- Opening Delimiter -

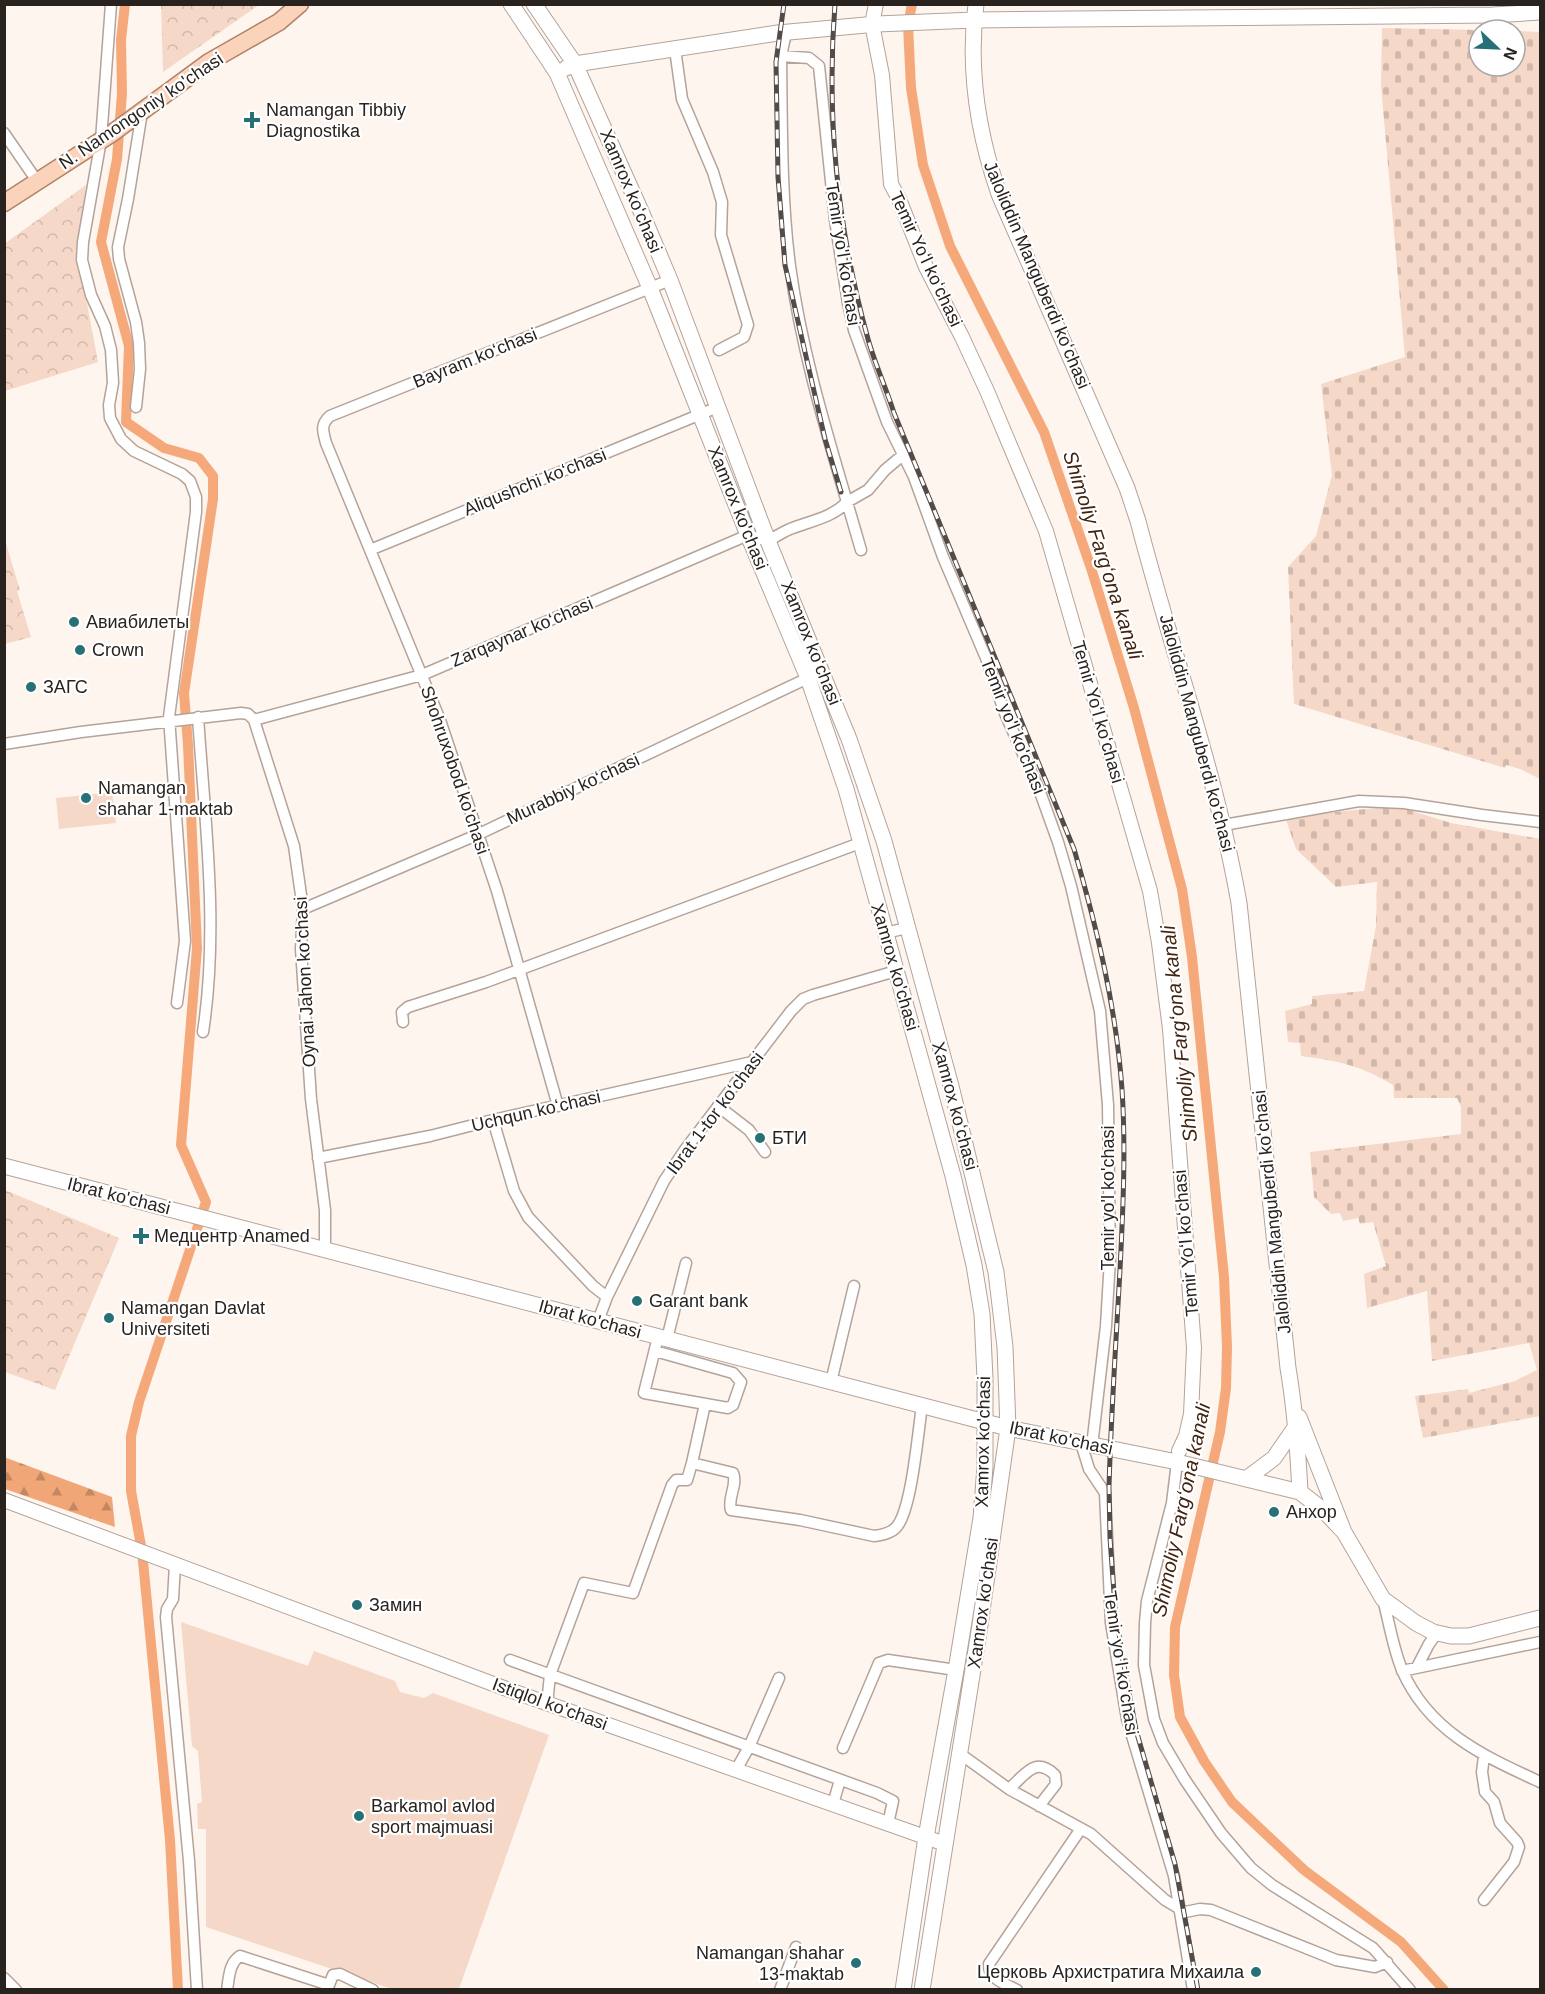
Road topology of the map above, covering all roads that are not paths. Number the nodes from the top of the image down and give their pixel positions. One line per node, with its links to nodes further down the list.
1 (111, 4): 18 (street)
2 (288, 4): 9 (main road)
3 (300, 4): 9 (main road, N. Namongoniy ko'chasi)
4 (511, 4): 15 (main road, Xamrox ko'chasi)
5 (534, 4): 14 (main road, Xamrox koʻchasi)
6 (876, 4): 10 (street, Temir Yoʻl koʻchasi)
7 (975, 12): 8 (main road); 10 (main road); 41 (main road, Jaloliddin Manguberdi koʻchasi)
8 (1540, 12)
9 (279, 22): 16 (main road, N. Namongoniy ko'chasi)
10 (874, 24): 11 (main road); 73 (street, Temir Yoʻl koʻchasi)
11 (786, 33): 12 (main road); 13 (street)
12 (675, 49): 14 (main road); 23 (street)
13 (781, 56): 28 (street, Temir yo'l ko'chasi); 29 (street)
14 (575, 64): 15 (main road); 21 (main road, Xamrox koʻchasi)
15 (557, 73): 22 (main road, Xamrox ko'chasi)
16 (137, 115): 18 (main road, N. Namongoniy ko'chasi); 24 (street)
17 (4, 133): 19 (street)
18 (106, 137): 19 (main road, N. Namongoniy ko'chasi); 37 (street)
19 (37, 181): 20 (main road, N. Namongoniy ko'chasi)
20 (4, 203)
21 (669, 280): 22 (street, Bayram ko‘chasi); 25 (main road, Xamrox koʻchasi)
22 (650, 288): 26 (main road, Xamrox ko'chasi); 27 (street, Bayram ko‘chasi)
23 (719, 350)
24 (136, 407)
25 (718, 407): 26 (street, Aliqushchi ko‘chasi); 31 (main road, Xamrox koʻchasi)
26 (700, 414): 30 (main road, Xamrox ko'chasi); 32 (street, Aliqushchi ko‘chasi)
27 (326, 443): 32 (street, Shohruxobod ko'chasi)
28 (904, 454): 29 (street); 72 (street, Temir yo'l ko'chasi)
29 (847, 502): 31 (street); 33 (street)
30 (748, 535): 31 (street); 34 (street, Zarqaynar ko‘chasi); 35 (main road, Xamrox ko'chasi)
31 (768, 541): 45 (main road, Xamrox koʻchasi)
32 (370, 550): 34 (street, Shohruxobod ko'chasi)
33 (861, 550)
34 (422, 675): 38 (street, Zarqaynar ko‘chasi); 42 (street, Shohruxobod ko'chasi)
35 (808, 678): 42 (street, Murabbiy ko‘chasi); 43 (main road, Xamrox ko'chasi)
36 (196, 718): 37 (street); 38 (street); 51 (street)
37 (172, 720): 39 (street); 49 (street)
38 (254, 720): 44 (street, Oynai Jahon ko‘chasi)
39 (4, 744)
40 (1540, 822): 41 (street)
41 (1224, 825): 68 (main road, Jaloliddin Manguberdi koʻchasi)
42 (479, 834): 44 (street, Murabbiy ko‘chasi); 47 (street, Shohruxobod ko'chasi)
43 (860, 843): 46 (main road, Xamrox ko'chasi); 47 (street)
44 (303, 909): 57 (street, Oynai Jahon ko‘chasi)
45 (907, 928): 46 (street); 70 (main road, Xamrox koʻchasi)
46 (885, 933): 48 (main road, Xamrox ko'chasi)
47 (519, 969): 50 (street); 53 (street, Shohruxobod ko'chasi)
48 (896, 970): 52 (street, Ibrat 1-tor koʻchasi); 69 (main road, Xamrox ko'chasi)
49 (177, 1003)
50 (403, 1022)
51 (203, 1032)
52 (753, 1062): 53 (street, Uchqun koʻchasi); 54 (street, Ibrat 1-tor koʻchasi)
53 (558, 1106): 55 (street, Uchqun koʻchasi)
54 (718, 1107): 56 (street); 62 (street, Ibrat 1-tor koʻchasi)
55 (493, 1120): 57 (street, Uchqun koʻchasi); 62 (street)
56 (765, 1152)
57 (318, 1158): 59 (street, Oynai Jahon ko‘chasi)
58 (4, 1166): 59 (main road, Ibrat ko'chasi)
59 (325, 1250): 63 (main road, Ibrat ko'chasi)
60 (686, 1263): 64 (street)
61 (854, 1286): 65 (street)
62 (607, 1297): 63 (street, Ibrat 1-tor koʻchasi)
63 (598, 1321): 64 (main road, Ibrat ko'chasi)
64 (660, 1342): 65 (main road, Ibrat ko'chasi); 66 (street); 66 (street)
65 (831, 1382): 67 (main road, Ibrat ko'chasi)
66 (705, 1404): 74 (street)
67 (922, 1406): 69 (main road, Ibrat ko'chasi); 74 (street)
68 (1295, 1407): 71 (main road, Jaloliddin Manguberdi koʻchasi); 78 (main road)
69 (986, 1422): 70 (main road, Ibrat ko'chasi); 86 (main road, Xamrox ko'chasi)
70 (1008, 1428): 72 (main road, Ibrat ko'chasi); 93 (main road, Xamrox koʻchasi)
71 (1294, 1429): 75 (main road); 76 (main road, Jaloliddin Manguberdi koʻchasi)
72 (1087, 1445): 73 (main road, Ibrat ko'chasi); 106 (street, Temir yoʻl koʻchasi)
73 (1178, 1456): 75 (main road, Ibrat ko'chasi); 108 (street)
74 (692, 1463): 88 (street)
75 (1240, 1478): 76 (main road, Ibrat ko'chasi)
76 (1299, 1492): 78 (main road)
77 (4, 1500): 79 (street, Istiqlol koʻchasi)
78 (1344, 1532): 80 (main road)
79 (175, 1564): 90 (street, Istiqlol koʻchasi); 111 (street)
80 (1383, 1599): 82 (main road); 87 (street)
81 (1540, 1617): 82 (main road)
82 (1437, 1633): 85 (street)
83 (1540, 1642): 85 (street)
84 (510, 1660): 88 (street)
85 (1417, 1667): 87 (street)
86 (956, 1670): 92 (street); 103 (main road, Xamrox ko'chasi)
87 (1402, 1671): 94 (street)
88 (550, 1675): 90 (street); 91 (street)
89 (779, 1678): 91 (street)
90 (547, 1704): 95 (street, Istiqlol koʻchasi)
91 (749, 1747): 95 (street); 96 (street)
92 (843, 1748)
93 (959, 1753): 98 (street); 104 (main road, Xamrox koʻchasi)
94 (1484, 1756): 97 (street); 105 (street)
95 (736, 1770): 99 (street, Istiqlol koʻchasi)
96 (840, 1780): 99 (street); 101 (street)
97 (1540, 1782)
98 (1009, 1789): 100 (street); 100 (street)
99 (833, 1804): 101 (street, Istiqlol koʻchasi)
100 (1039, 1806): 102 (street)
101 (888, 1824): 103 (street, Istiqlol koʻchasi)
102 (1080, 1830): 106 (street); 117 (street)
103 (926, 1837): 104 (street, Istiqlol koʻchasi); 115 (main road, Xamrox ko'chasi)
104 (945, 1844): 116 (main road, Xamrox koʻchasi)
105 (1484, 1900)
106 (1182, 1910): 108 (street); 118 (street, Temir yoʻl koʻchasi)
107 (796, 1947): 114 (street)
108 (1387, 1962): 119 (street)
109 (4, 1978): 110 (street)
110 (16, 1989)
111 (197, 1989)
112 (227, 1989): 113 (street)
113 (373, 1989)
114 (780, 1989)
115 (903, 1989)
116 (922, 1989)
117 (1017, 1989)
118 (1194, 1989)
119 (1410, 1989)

- Closing Delimiter -
- Opening Delimiter -

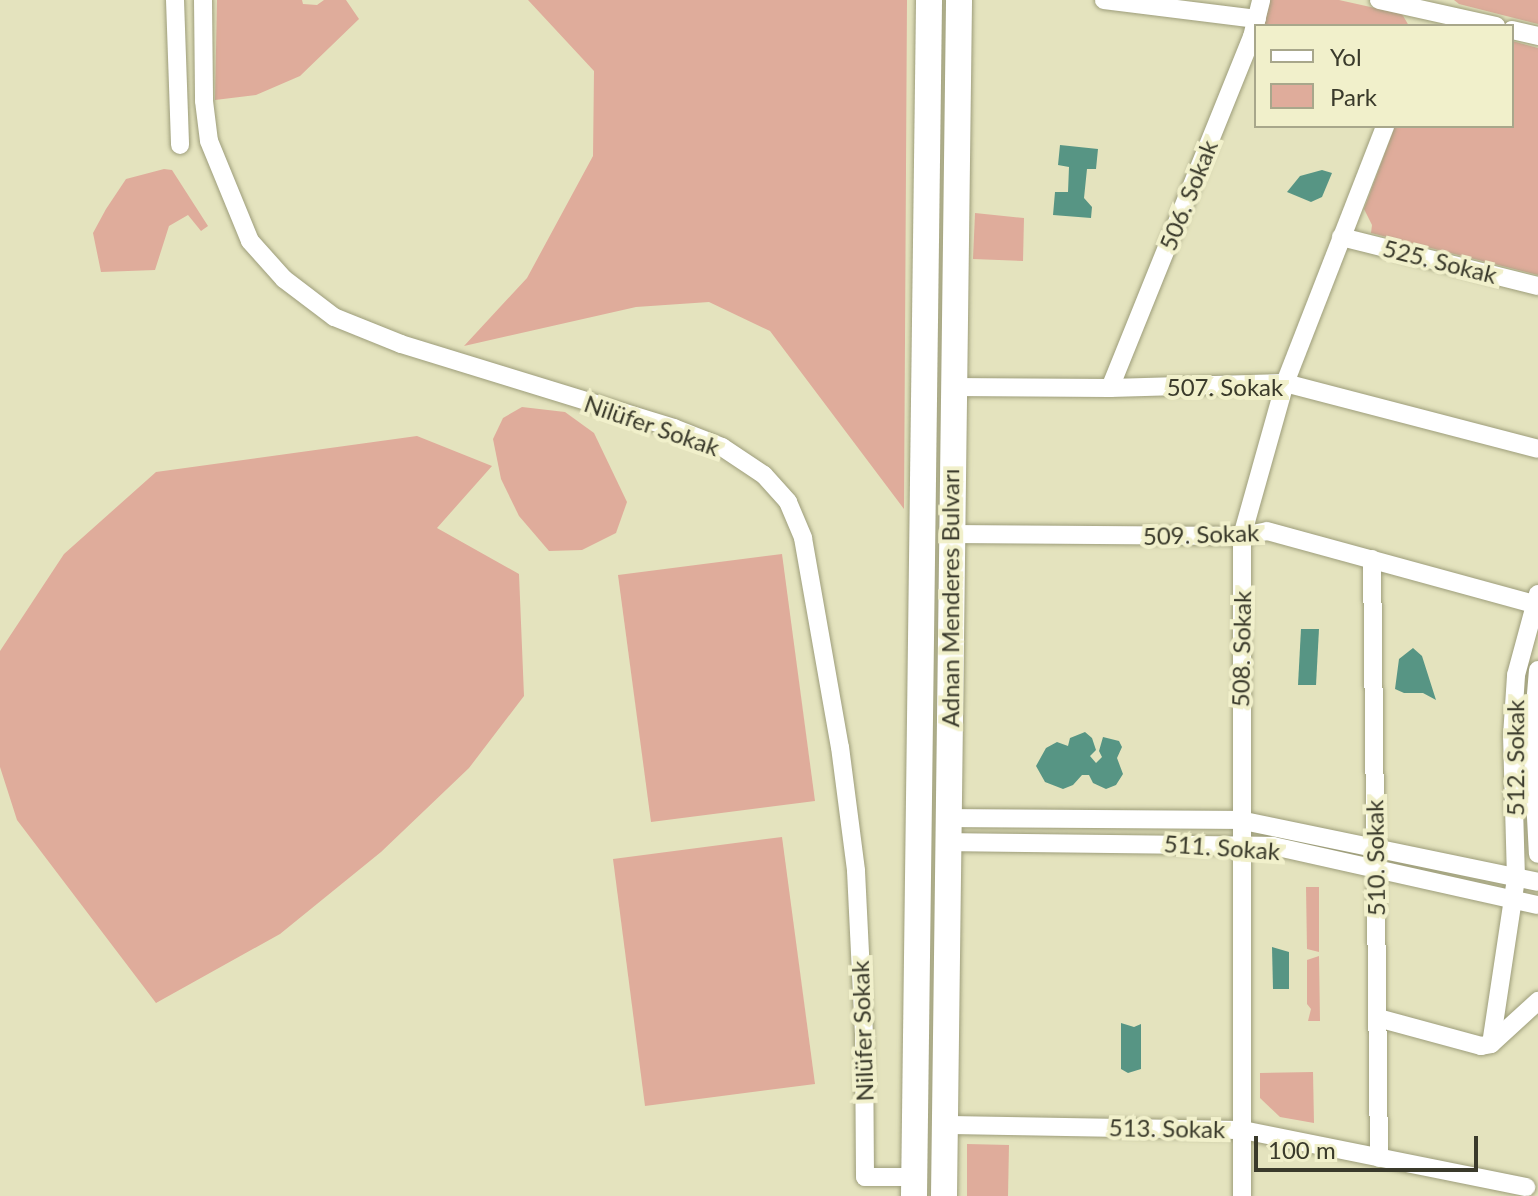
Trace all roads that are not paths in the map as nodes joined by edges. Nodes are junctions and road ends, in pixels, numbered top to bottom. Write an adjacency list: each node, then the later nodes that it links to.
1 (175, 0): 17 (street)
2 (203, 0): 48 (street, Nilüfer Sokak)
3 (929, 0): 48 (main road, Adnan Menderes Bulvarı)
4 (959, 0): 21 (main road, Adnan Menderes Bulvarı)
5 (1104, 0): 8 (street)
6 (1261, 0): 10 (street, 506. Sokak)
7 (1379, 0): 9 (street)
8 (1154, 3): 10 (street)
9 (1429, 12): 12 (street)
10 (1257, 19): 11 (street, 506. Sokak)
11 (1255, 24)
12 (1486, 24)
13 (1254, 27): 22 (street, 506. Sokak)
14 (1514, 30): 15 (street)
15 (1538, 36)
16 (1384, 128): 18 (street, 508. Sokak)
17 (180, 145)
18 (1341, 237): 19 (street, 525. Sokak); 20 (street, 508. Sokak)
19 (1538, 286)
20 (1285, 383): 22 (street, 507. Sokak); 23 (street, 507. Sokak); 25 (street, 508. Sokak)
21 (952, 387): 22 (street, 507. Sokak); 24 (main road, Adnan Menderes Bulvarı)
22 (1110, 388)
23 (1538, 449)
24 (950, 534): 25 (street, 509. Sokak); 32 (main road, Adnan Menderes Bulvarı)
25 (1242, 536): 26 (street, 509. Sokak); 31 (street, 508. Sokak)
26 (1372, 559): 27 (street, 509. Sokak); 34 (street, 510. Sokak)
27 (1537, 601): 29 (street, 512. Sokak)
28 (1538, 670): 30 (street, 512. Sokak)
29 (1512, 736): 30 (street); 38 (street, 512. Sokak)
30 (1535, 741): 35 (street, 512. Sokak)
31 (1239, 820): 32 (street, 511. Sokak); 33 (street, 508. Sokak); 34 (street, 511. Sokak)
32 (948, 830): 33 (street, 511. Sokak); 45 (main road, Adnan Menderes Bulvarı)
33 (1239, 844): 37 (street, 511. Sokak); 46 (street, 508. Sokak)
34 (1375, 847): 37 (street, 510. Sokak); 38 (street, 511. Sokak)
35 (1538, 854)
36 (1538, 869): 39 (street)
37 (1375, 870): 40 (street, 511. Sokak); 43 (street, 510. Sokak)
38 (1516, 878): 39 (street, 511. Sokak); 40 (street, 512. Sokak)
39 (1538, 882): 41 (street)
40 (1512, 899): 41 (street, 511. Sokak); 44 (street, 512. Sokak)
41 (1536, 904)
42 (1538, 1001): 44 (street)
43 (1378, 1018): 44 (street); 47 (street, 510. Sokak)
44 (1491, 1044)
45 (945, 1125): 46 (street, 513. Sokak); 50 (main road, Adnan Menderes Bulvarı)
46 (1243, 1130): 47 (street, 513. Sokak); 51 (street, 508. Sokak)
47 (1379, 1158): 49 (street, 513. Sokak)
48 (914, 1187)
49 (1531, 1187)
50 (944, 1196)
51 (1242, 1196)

- Closing Delimiter -

TASK DETAILS:
Each line in the records that carries "Oynai" must be copied out.

RESULT FOR THIS TASK:
38 (254, 720): 44 (street, Oynai Jahon ko‘chasi)
44 (303, 909): 57 (street, Oynai Jahon ko‘chasi)
57 (318, 1158): 59 (street, Oynai Jahon ko‘chasi)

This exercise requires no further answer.